_Exercise prompt_
Copy out again, unchanged, the line that contains "thumb cmc: (1323, 1024)" and every line after it down to the last line of the data.

Information provided Block Start

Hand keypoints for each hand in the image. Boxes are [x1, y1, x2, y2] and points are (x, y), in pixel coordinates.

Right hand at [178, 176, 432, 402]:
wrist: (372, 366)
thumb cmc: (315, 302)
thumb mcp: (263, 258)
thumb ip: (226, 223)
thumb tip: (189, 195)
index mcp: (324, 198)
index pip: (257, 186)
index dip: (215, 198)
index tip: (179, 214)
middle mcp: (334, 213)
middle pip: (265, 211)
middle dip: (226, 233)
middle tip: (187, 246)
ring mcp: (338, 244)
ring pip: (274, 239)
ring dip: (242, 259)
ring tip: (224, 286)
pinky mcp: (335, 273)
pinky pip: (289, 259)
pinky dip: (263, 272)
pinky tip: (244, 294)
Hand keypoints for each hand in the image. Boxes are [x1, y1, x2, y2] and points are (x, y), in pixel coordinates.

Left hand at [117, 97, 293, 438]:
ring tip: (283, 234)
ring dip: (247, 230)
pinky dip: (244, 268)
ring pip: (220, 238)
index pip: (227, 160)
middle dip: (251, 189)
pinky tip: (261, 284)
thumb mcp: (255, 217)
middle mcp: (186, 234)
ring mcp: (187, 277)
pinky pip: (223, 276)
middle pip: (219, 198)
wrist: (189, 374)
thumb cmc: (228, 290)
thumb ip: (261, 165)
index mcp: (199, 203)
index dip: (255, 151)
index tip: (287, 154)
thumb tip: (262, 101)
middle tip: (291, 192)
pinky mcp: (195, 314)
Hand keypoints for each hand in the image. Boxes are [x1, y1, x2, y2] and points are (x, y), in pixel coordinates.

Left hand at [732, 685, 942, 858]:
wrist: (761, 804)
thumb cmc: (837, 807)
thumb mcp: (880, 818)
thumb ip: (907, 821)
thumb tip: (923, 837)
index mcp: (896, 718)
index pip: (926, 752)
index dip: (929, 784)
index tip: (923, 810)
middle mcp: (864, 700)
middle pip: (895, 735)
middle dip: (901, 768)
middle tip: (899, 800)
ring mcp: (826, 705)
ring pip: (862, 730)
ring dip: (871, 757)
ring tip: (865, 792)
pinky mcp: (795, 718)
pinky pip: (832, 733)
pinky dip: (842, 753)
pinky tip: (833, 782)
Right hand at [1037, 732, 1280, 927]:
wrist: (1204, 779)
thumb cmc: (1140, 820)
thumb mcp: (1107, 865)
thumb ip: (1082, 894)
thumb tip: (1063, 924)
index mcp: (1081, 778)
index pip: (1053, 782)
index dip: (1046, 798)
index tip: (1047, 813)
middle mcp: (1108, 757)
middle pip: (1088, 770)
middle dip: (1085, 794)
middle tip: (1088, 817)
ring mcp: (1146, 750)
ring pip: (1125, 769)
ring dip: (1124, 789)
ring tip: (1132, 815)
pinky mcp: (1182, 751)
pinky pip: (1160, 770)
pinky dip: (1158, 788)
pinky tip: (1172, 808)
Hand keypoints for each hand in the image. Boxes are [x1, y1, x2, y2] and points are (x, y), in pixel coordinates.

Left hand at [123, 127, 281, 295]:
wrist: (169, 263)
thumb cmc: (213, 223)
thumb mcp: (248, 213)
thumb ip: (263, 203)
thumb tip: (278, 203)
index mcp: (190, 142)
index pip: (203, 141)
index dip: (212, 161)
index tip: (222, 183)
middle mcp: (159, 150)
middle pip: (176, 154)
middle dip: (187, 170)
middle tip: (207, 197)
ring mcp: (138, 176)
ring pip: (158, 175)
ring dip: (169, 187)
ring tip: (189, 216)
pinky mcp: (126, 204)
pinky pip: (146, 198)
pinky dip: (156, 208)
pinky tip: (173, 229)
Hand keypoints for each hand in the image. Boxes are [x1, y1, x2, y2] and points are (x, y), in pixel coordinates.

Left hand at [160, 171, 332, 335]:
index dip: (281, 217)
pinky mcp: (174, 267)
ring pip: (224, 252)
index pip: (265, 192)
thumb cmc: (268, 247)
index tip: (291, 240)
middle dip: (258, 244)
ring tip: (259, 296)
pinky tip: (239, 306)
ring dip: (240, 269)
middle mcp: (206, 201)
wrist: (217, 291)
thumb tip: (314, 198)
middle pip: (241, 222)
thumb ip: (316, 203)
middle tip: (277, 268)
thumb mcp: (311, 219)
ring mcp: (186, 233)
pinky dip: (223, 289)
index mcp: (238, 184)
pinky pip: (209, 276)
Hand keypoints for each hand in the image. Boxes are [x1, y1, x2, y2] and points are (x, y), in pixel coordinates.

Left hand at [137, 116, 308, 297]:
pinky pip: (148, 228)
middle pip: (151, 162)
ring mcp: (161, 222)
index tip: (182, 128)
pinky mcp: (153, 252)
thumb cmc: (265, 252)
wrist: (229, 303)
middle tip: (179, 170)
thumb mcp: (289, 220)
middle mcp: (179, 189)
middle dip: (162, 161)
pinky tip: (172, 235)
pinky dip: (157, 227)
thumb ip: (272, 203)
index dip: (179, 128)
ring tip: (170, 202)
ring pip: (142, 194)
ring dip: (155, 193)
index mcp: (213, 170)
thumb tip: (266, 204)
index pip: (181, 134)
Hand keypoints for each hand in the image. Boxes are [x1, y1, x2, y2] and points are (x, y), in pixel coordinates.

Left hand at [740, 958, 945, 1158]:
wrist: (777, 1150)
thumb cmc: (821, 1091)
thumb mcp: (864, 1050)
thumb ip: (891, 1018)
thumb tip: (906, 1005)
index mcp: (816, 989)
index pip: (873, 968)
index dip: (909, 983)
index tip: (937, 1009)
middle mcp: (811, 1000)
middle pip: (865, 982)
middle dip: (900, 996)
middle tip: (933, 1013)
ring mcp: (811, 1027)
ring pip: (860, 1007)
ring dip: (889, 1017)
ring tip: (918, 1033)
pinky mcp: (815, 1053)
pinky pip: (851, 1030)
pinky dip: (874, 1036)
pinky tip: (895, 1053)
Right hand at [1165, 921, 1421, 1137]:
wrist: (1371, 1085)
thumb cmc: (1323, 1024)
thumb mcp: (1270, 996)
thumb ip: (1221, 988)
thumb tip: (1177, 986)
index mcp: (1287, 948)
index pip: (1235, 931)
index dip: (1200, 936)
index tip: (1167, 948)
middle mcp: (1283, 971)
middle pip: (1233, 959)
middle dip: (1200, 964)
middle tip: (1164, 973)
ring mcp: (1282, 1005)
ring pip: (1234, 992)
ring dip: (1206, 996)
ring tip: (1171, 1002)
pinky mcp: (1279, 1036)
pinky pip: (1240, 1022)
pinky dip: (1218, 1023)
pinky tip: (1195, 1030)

Information provided Block End

_Result_
thumb cmc: (1323, 1024)
thumb mcp: (1270, 996)
thumb ip: (1221, 988)
thumb tip: (1177, 986)
index mcp: (1287, 948)
index pip: (1235, 931)
index dip: (1200, 936)
index tip: (1167, 948)
middle mcp: (1283, 971)
middle pip: (1233, 959)
middle dip: (1200, 964)
middle tip: (1164, 973)
ring mcp: (1282, 1005)
ring pip: (1234, 992)
ring dip: (1206, 996)
ring tip: (1171, 1002)
pinky mcp: (1279, 1036)
pinky pip: (1240, 1022)
pinky dip: (1218, 1023)
pinky tip: (1195, 1030)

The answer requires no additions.